##### Exercise data #####
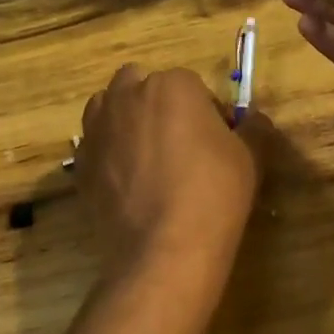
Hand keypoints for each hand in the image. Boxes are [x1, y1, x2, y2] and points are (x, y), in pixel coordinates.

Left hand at [78, 65, 272, 279]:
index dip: (205, 111)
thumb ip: (253, 128)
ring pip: (110, 108)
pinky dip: (108, 152)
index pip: (191, 85)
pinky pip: (95, 143)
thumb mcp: (250, 157)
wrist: (164, 249)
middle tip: (177, 142)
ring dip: (126, 120)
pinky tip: (127, 181)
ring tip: (147, 157)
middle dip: (157, 104)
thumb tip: (253, 121)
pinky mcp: (80, 161)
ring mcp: (98, 128)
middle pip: (141, 86)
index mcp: (172, 85)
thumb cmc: (214, 193)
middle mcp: (127, 96)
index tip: (215, 139)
#####
Only a number is wanted. Count the lines of the data that contain "thumb".

*Exercise solution*
4